A 60-year-old man visited our hospital complaining of epigastric
pain. Gastrofiberscopy revealed an advanced
gastric cancer located on the anterior wall of the antrum. Abdominal computed tomography (CT) revealed
metastases to the paraaortic lymph nodes. The patient subsequently underwent combined
chemotherapy consisting of
TS-1 and low-dose CDDP for the treatment of unresectable
gastric cancer. No reductions in the paraaortic
lymph node metastases were noted after one cycle.
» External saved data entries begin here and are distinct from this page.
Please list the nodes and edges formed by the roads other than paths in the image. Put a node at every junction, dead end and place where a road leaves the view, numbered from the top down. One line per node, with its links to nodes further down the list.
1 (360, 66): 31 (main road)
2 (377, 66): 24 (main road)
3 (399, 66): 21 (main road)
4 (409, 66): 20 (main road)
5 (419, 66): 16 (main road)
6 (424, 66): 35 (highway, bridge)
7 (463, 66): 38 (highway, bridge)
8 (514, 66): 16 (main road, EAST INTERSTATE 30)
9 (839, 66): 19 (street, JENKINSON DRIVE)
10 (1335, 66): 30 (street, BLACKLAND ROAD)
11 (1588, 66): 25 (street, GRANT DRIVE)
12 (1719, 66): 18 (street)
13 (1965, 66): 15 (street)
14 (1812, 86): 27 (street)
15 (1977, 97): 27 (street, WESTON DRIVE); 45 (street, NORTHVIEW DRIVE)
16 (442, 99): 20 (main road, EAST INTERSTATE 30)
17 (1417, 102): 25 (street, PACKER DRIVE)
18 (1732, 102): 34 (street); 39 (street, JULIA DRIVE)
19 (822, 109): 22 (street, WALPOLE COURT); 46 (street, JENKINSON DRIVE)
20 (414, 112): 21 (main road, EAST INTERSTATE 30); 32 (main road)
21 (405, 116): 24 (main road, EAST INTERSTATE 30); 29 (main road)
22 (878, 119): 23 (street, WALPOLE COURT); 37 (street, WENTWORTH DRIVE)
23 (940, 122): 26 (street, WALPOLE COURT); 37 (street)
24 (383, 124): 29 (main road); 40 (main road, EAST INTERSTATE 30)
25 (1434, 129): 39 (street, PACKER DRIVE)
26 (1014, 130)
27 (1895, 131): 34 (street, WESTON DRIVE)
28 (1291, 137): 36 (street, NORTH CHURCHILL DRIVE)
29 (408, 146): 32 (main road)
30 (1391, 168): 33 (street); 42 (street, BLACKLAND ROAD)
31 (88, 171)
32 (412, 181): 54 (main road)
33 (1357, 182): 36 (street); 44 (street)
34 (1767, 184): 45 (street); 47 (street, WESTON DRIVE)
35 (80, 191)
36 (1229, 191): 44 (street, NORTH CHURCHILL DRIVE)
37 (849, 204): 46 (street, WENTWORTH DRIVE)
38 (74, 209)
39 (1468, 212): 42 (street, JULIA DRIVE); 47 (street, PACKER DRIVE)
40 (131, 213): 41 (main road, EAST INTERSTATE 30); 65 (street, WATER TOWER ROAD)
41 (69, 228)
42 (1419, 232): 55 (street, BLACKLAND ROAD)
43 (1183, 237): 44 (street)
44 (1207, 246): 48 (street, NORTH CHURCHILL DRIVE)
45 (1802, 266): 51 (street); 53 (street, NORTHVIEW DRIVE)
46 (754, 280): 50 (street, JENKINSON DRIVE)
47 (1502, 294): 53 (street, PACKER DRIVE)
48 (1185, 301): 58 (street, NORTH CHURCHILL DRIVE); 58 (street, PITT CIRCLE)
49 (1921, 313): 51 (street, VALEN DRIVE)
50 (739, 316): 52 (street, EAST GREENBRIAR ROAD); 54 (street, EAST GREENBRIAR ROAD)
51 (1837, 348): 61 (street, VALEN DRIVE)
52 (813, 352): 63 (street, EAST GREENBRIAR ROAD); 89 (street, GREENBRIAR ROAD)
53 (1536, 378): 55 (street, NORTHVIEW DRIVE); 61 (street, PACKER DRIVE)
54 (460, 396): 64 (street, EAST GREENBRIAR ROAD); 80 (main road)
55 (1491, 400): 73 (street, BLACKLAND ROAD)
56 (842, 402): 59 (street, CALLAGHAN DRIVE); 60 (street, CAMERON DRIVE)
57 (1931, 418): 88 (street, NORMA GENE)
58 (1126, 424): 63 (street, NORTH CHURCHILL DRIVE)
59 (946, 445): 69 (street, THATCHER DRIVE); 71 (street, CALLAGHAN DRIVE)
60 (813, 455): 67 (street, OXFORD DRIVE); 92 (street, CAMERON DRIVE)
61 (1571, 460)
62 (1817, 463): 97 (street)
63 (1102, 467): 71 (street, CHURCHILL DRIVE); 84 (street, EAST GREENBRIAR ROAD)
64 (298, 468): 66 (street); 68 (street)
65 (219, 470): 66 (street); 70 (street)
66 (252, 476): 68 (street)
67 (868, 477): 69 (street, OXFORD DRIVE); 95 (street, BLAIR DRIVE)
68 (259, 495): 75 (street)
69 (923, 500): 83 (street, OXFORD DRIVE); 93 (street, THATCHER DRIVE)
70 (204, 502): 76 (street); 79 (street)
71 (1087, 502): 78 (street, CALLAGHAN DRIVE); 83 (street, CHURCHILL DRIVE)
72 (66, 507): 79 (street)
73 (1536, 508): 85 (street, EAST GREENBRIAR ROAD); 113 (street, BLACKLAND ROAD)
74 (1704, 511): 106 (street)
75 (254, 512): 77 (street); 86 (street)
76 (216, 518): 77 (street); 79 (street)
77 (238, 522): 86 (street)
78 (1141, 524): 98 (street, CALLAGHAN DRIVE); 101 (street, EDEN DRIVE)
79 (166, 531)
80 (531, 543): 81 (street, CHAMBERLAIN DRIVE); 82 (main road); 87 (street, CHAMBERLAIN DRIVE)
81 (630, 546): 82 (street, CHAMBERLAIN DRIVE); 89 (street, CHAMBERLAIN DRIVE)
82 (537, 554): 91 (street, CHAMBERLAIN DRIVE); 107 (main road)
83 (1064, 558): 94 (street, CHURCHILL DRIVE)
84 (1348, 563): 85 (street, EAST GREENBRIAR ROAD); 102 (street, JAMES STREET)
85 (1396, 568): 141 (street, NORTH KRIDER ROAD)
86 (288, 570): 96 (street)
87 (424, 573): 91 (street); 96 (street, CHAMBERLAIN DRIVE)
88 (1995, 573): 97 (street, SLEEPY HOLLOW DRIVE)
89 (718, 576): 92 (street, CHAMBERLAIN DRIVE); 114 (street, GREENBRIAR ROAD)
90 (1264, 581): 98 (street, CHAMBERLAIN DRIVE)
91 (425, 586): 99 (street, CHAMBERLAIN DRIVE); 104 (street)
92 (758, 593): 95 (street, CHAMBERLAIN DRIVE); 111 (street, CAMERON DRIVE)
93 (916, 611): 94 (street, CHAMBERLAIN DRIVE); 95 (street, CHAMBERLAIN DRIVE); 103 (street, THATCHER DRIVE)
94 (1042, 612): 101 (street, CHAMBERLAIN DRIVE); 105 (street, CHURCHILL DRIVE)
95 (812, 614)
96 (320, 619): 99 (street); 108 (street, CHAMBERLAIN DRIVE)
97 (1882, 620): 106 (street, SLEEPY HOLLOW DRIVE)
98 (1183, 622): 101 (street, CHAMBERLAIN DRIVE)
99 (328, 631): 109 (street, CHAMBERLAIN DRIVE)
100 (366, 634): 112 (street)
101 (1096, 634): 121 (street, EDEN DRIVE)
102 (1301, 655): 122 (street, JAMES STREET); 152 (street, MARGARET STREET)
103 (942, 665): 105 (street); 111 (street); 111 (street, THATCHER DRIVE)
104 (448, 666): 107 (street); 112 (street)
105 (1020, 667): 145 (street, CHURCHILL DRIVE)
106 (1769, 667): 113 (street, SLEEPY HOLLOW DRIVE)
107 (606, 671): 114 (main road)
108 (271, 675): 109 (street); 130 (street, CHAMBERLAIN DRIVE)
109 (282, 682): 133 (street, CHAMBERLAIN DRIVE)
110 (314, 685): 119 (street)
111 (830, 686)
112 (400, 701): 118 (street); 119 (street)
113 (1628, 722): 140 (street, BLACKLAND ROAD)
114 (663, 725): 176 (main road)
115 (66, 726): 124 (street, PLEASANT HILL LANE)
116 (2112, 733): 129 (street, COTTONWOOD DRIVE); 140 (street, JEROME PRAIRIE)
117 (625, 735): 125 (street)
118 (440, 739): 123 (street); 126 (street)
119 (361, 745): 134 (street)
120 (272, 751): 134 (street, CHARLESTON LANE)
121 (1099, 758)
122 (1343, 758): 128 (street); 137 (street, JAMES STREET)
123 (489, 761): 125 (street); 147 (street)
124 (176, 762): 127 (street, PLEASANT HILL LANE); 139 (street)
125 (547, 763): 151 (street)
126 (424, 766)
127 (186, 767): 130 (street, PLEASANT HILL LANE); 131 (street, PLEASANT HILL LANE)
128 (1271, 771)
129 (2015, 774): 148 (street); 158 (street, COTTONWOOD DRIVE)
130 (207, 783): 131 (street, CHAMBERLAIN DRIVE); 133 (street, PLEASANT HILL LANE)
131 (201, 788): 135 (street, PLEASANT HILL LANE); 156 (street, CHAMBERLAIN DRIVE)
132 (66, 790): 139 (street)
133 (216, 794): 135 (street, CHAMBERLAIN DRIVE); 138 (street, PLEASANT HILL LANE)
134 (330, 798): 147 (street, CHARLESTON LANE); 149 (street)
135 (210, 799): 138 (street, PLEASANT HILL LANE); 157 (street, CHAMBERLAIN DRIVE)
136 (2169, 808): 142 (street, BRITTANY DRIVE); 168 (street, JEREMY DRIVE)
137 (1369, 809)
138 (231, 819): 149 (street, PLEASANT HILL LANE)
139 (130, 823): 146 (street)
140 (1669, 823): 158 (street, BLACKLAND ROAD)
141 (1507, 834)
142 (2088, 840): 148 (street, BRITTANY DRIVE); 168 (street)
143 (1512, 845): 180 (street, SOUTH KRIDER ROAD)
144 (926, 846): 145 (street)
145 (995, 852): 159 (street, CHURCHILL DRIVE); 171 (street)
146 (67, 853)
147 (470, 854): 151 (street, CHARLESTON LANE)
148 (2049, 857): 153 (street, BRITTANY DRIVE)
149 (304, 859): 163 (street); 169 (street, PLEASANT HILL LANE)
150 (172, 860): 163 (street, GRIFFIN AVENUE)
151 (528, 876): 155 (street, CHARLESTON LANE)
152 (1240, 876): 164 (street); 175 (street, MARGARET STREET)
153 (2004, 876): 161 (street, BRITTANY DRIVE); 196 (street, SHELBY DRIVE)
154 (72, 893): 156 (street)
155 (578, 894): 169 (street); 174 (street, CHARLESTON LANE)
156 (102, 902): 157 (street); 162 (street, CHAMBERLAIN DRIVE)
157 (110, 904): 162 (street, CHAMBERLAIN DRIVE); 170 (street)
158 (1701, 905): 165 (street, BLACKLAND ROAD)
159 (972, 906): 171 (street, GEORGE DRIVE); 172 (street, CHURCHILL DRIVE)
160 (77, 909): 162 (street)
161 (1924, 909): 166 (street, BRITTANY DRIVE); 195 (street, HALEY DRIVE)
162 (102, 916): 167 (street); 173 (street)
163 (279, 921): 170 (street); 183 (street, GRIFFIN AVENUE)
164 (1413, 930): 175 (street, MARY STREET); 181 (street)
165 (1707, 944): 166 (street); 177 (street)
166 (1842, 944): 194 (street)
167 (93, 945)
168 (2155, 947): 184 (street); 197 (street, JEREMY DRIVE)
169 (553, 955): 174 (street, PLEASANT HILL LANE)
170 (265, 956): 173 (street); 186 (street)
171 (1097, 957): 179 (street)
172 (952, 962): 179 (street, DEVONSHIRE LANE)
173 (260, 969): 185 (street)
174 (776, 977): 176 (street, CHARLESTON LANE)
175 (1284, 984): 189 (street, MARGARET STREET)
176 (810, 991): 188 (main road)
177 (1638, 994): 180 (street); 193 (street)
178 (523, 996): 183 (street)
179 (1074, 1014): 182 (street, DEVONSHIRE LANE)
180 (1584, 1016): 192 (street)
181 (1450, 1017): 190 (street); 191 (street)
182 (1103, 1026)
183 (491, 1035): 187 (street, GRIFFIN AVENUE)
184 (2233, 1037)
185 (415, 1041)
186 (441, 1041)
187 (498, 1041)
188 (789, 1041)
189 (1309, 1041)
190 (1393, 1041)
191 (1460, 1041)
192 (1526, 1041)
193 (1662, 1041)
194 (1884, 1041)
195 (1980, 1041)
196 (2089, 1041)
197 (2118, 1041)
The patient was then treated with
TS-1 combined with
docetaxel as a second-line
chemotherapy.
TS-1 (80 mg/m2) was orally administered for 2 weeks followed by a 2 week interval, while
docetaxel (25 mg/m2) was simultaneously administered weekly (days 1, 8, and 15). One cycle of
chemotherapy was 28 days. An abdominal CT revealed a partial response after 3 cycles. The patient experienced grade 2
leukocytopenia and grade 3
neutropenia. We decided that the patient could undergo a curative resection, and a distal
gastrectomy with D2+para-aortic LN dissection was performed. The pathological efficacy was Grade 2. The patient is presently alive with no sign of recurrence after 20 months. Combined
TS-1 and
docetaxel chemotherapy is a promising second-line regimen for the treatment of unresectable
gastric cancer,
after treatment with TS 1 combined with CDDP has failed.